Prompt
Among the lines below, return each one that contains the word "thumb".

Provided entries

====================

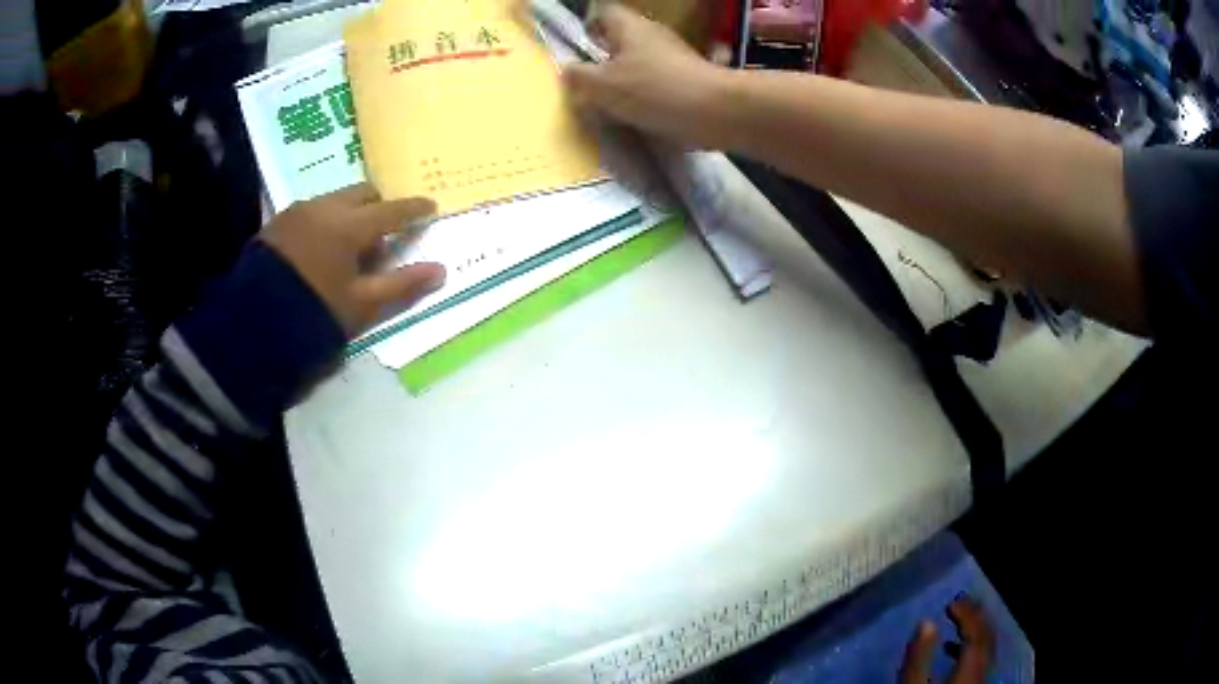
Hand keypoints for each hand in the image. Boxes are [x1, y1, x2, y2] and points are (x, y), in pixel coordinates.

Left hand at [260, 183, 445, 335]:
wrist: (254, 321)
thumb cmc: (314, 311)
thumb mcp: (362, 303)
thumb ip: (402, 284)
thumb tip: (441, 270)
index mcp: (350, 225)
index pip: (392, 210)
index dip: (414, 209)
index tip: (430, 207)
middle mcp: (326, 207)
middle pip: (363, 194)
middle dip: (378, 207)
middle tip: (382, 235)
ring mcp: (299, 210)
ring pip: (336, 200)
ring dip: (350, 214)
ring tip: (347, 247)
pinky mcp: (279, 221)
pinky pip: (312, 210)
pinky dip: (326, 220)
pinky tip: (320, 248)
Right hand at [563, 3, 726, 146]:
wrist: (716, 112)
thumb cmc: (653, 91)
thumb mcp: (603, 86)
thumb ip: (579, 77)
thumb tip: (567, 71)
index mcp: (629, 27)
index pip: (604, 12)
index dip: (588, 25)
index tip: (578, 47)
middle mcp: (653, 34)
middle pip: (621, 38)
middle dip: (604, 58)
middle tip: (588, 83)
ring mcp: (675, 56)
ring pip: (640, 61)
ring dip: (625, 79)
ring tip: (609, 104)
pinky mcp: (690, 78)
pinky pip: (658, 81)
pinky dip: (646, 94)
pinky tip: (638, 115)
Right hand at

====================

Task output
thumb cmc: (314, 311)
thumb mcp: (362, 303)
thumb ip: (402, 284)
thumb tip: (441, 270)
thumb cmc: (653, 91)
thumb mcp: (603, 86)
thumb ip: (579, 77)
thumb tip: (567, 71)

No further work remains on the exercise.